_Task brief_.
Repeat the data exactly, every last line of it.

_Exercise material_.
========================================
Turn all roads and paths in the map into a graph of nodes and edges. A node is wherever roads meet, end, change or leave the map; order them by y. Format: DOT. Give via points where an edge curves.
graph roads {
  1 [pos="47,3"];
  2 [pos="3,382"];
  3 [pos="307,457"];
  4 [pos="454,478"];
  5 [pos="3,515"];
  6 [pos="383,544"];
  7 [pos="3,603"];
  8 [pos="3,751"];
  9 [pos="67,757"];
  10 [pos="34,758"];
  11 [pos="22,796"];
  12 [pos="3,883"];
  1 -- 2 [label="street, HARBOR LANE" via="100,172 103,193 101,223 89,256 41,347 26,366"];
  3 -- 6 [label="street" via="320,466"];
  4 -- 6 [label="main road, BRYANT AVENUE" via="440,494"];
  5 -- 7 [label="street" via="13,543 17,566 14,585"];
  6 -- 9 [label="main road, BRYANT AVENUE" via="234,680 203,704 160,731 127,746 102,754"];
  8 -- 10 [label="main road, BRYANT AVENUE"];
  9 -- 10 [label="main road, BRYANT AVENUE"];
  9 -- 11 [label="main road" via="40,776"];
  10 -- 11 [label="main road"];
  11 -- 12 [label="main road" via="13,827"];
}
========================================
_Problem solution_.
Turn all roads and paths in the map into a graph of nodes and edges. A node is wherever roads meet, end, change or leave the map; order them by y. Format: DOT. Give via points where an edge curves.
graph roads {
  1 [pos="47,3"];
  2 [pos="3,382"];
  3 [pos="307,457"];
  4 [pos="454,478"];
  5 [pos="3,515"];
  6 [pos="383,544"];
  7 [pos="3,603"];
  8 [pos="3,751"];
  9 [pos="67,757"];
  10 [pos="34,758"];
  11 [pos="22,796"];
  12 [pos="3,883"];
  1 -- 2 [label="street, HARBOR LANE" via="100,172 103,193 101,223 89,256 41,347 26,366"];
  3 -- 6 [label="street" via="320,466"];
  4 -- 6 [label="main road, BRYANT AVENUE" via="440,494"];
  5 -- 7 [label="street" via="13,543 17,566 14,585"];
  6 -- 9 [label="main road, BRYANT AVENUE" via="234,680 203,704 160,731 127,746 102,754"];
  8 -- 10 [label="main road, BRYANT AVENUE"];
  9 -- 10 [label="main road, BRYANT AVENUE"];
  9 -- 11 [label="main road" via="40,776"];
  10 -- 11 [label="main road"];
  11 -- 12 [label="main road" via="13,827"];
}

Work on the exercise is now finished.